168澳洲幸运5开奖网:Star Wars Jedi: Survivor doesn't have a drop of yellow paint. Maybe it should.
One of 2023's biggest online gaming debates centered on whether modern games were too handhold-y. Specifically, the argument focused on whether triple-A video game environments were dripping with too many buckets of primary colored paint.
That probably sounds strange if you've never noticed these lemon splashes before, but the practice is all over modern games. I first noticed it about a decade ago in the 168澳洲幸运5开奖网:Uncharted games, which used color-coding to make it easier for players to navigate their way through frantic, linear action sequences without needing to attempt them over and over again. For example, in a sequence where Nathan Drake is running along a city's rooftops, a yellow canopy or a bright light near an important ledge might be used to bring some order to the chaos.
But, as games have become increasingly detailed, the practice has become widespread. This year, Capcom's remake of 168澳洲幸运5开奖网:Resident Evil 4 was the game to kick the discourse hornet's nest. Unlike in its 2005 predecessor, Remake had yellow paint everywhere, with smears along the rungs of usable ladders and handprints on the sides of breakable barrels. The game is highly legible, as a result, but you don't get to enjoy the same sense of freeform exploration. You know what the game wants you to do and where it wants you to go.
So, as the year draws to a close and I spend time with games I missed earlier in 2023, it's been interesting to see that Star Wars Jedi: Survivor is the rare modern triple-A game to not use this technique at all. In fact, at points, it badly needs it.
Much of that is down to the Jedi series' penchant for line-straddling. A game like 168澳洲幸运5开奖网:Dark Souls, where you expect to explore with complete freedom until you hit a wall, needs to be designed differently than a game like Uncharted, where you expect to move like a river between its banks. Survivor is both. It's a linear game in the Uncharted mold, but it has several sprawling maps that you're free to explore. Respawn has often chosen the signpost-less Dark Souls route, but much of the game still plays like Uncharted.
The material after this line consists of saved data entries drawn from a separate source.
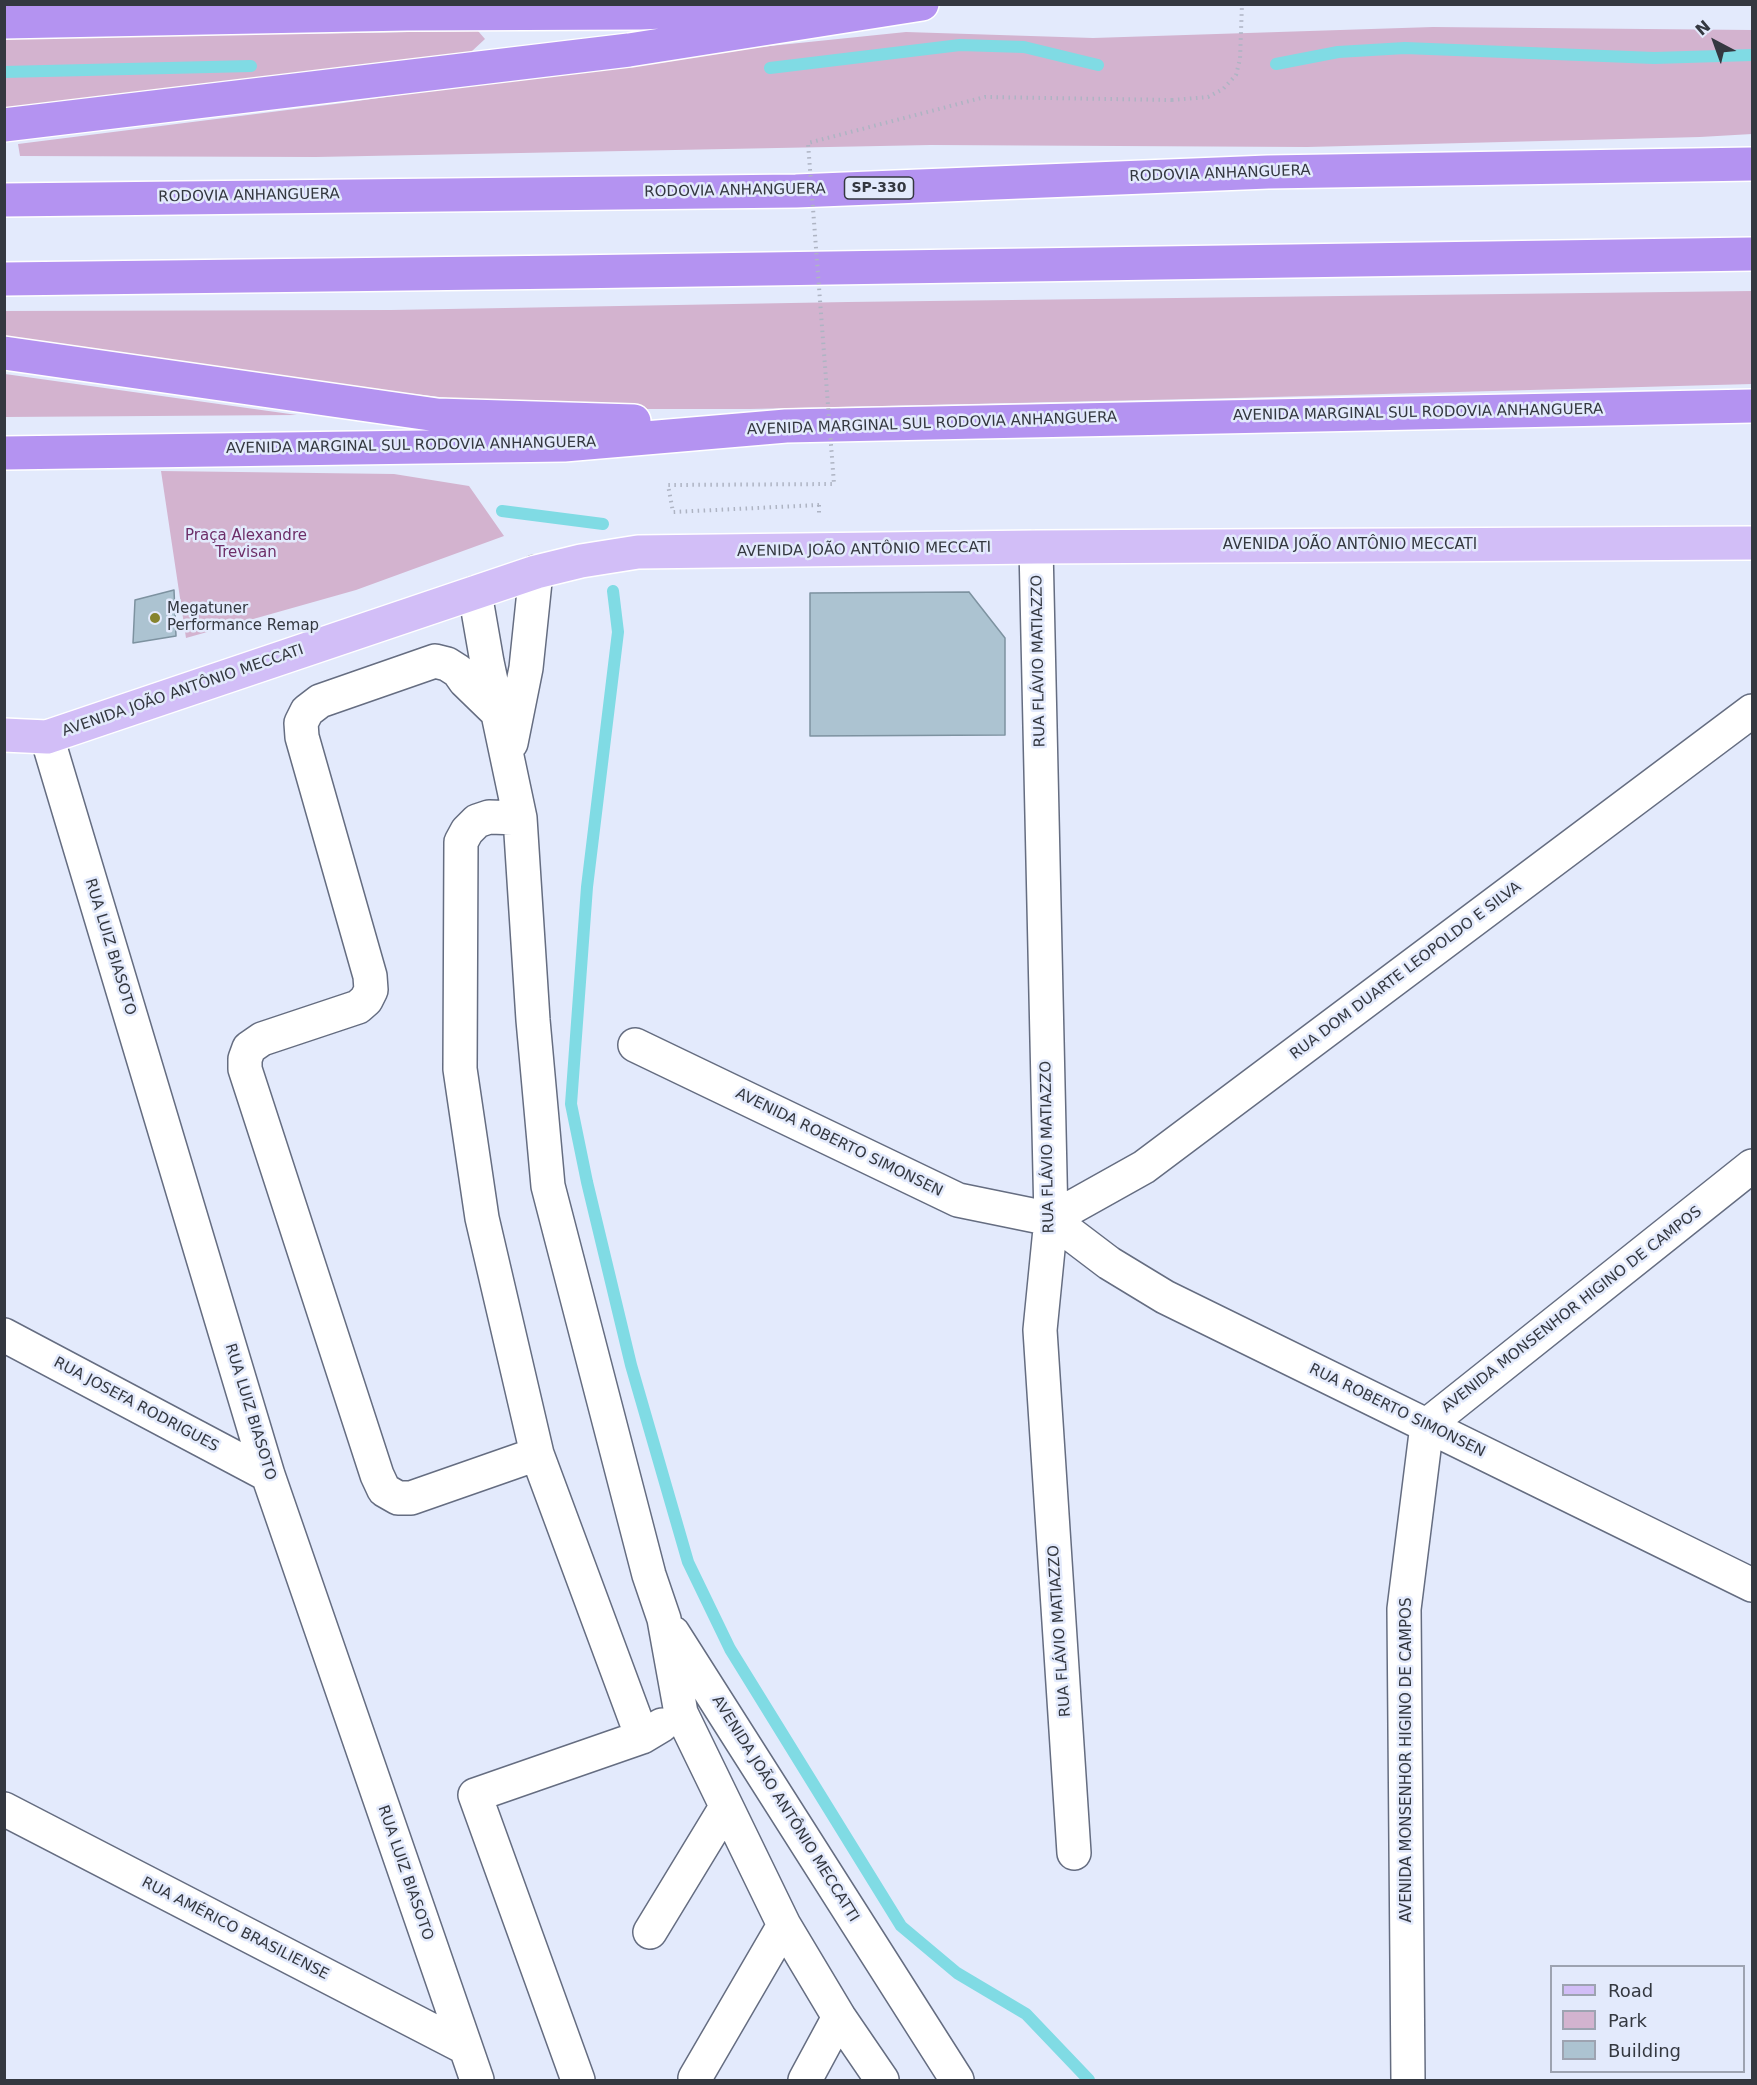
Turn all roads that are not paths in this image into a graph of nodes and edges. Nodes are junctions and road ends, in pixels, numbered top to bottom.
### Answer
1 (819, 4) edge
2 (922, 4) edge
3 (387, 10) edge
4 (139, 12) edge
5 (21, 16) edge
6 (4, 125) edge
7 (1752, 164) edge
8 (4, 200) edge
9 (1752, 254) edge
10 (4, 279) edge
11 (4, 353) edge
12 (1752, 406) edge
13 (786, 426) junction
14 (4, 453) edge
15 (1752, 543) edge
16 (1036, 547) junction
17 (536, 572) junction
18 (475, 593) junction
19 (1752, 711) edge
20 (500, 715) junction
21 (4, 735) edge
22 (47, 737) junction
23 (508, 757) junction
24 (4, 761) edge
25 (520, 818) junction
26 (635, 1045) dead end
27 (1752, 1166) edge
28 (1051, 1220) junction
29 (4, 1335) edge
30 (1427, 1425) junction
31 (537, 1454) junction
32 (268, 1475) junction
33 (1752, 1585) edge
34 (664, 1619) junction
35 (681, 1713) junction
36 (642, 1737) junction
37 (726, 1807) junction
38 (4, 1809) edge
39 (1074, 1853) dead end
40 (783, 1925) junction
41 (650, 1932) dead end
42 (840, 2017) junction
43 (466, 2048) junction
44 (695, 2078) dead end
45 (477, 2080) edge
46 (578, 2080) edge
47 (805, 2080) edge
48 (882, 2080) edge
49 (957, 2080) edge
50 (1408, 2080) edge

1 - 3 highway
2 - 6 highway
3 - 4 highway
4 - 5 highway
7 - 8 highway, RODOVIA ANHANGUERA / SP-330
9 - 10 highway
11 - 13 highway
12 - 13 highway, AVENIDA MARGINAL SUL RODOVIA ANHANGUERA
13 - 14 highway, AVENIDA MARGINAL SUL RODOVIA ANHANGUERA
15 - 16 main road, AVENIDA JOÃO ANTÔNIO MECCATI
16 - 17 main road, AVENIDA JOÃO ANTÔNIO MECCATI
16 - 28 street, RUA FLÁVIO MATIAZZO
17 - 18 main road, AVENIDA JOÃO ANTÔNIO MECCATI
17 - 23 street
18 - 20 street
18 - 22 main road, AVENIDA JOÃO ANTÔNIO MECCATI
19 - 28 street, RUA DOM DUARTE LEOPOLDO E SILVA
20 - 23 street
20 - 31 street
21 - 22 main road, AVENIDA JOÃO ANTÔNIO MECCATI
22 - 24 main road
22 - 32 street, RUA LUIZ BIASOTO
23 - 25 street
25 - 31 street
25 - 34 street
26 - 28 street, AVENIDA ROBERTO SIMONSEN
27 - 30 street, AVENIDA MONSENHOR HIGINO DE CAMPOS
28 - 30 street, RUA ROBERTO SIMONSEN
28 - 39 street, RUA FLÁVIO MATIAZZO
29 - 32 street, RUA JOSEFA RODRIGUES
30 - 33 street, RUA ROBERTO SIMONSEN
30 - 50 street, AVENIDA MONSENHOR HIGINO DE CAMPOS
31 - 36 street
32 - 43 street, RUA LUIZ BIASOTO
34 - 35 street
34 - 49 street, AVENIDA JOÃO ANTÔNIO MECCATTI
35 - 36 street
35 - 37 street
36 - 46 street
37 - 40 street
37 - 41 street
38 - 43 street, RUA AMÉRICO BRASILIENSE
40 - 42 street
40 - 44 street
42 - 47 street
42 - 48 street
43 - 45 street, RUA LUIZ BIASOTO

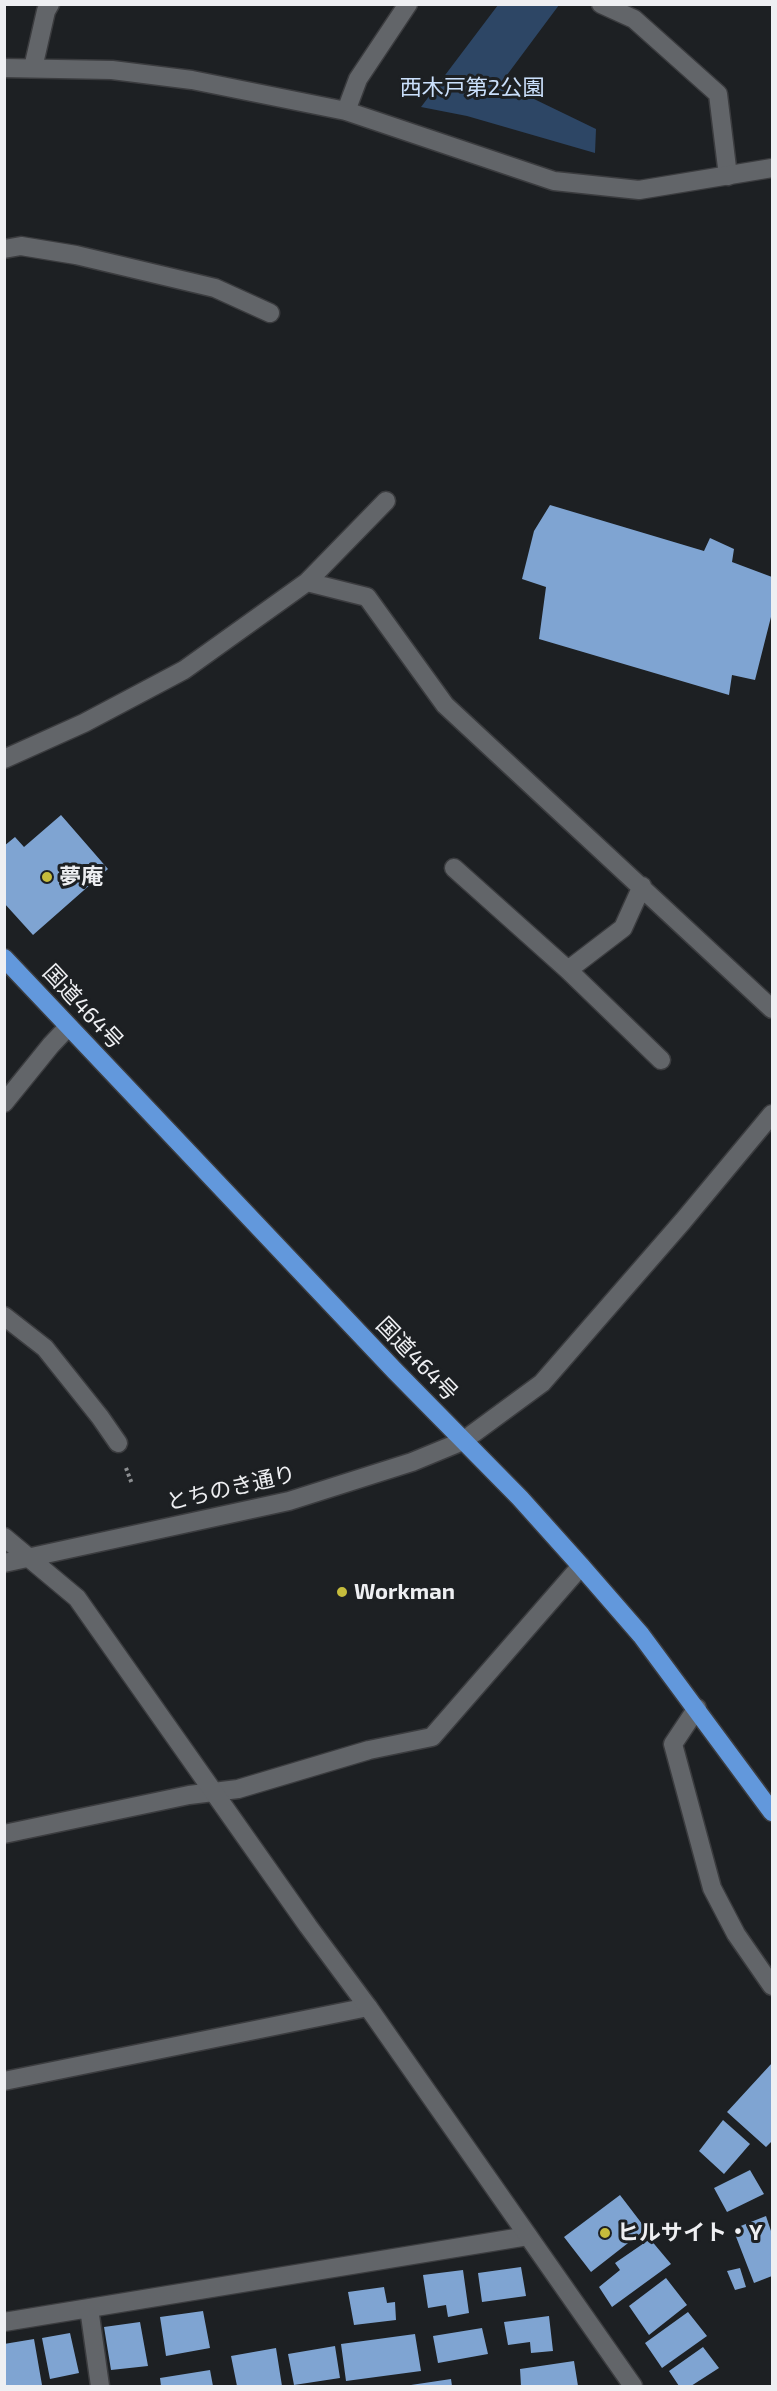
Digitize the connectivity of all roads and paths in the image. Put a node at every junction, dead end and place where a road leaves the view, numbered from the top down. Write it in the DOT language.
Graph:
graph roads {
  1 [pos="50,4"];
  2 [pos="408,4"];
  3 [pos="601,4"];
  4 [pos="4,68"];
  5 [pos="33,68"];
  6 [pos="346,111"];
  7 [pos="772,168"];
  8 [pos="728,176"];
  9 [pos="4,249"];
  10 [pos="270,313"];
  11 [pos="386,501"];
  12 [pos="307,582"];
  13 [pos="4,759"];
  14 [pos="454,868"];
  15 [pos="642,886"];
  16 [pos="4,958"];
  17 [pos="568,970"];
  18 [pos="772,1009"];
  19 [pos="68,1027"];
  20 [pos="661,1060"];
  21 [pos="4,1103"];
  22 [pos="772,1114"];
  23 [pos="4,1316"];
  24 [pos="463,1441"];
  25 [pos="118,1443"];
  26 [pos="4,1537"];
  27 [pos="30,1558"];
  28 [pos="4,1563"];
  29 [pos="581,1566"];
  30 [pos="697,1708"];
  31 [pos="214,1792"];
  32 [pos="772,1812"];
  33 [pos="4,1834"];
  34 [pos="772,1986"];
  35 [pos="368,2007"];
  36 [pos="4,2081"];
  37 [pos="528,2236"];
  38 [pos="89,2308"];
  39 [pos="4,2322"];
  40 [pos="100,2386"];
  41 [pos="633,2386"];
  1 -- 5 [label="street"];
  2 -- 6 [label="street"];
  3 -- 8 [label="street"];
  4 -- 5 [label="street"];
  5 -- 6 [label="street"];
  6 -- 8 [label="street"];
  7 -- 8 [label="street"];
  9 -- 10 [label="street"];
  11 -- 12 [label="street"];
  12 -- 13 [label="street"];
  12 -- 15 [label="street"];
  14 -- 17 [label="street"];
  15 -- 17 [label="street"];
  15 -- 18 [label="street"];
  16 -- 19 [label="highway, 国道464号"];
  17 -- 20 [label="street"];
  19 -- 21 [label="street"];
  19 -- 24 [label="highway, 国道464号"];
  22 -- 24 [label="street, とちのき通り"];
  23 -- 25 [label="street"];
  24 -- 27 [label="street, とちのき通り"];
  24 -- 29 [label="highway, 国道464号"];
  26 -- 27 [label="street"];
  27 -- 28 [label="street, とちのき通り"];
  27 -- 31 [label="street"];
  29 -- 30 [label="highway, 国道464号"];
  29 -- 31 [label="street"];
  30 -- 32 [label="highway, 国道464号"];
  30 -- 34 [label="street"];
  31 -- 33 [label="street"];
  31 -- 35 [label="street"];
  35 -- 36 [label="street"];
  35 -- 37 [label="street"];
  37 -- 38 [label="street"];
  37 -- 41 [label="street"];
  38 -- 39 [label="street"];
  38 -- 40 [label="street"];
}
For example, at one point in the game, you reach Cere Junda's hidden base on Jedha and are confronted with a door that is needlessly tricky to open. You enter a chamber and notice a door ahead of you. The map tells you your objective is behind it, so you walk forward, expecting it to open when you get closer as other doors in the game do. But it doesn't. So, you look around for a switch that you can press or have BD-1 slice. Nope. Well, the map says you're supposed to be there. Maybe on the floor up or down? I explored the base for 20 minutes before realizing there was a groove in the wall that you needed to Force pull a metal ball along to open the door. I like exploration and puzzle-solving as much as anyone, but Survivor seems to ladle it in at strange times. Navigating a friendly space to accomplish a basic task didn't seem like the time for a brain teaser.
Similarly, I've often run around an area for 20 minutes looking for a path forward before discovering that the game just wanted me to slip between two unmarked pipes. This has probably happened a half-dozen times at this point. The pipes never look special, and they also don't look like they're far enough apart to let Cal pass. In a brown and gray environment, they're brown, gray, and unremarkable.
Jedi: Survivor is fun, but like Tatooine, it's a bit too drab. It needs a splash of yellow, like the twin suns rising over the desert, to point the way to adventure.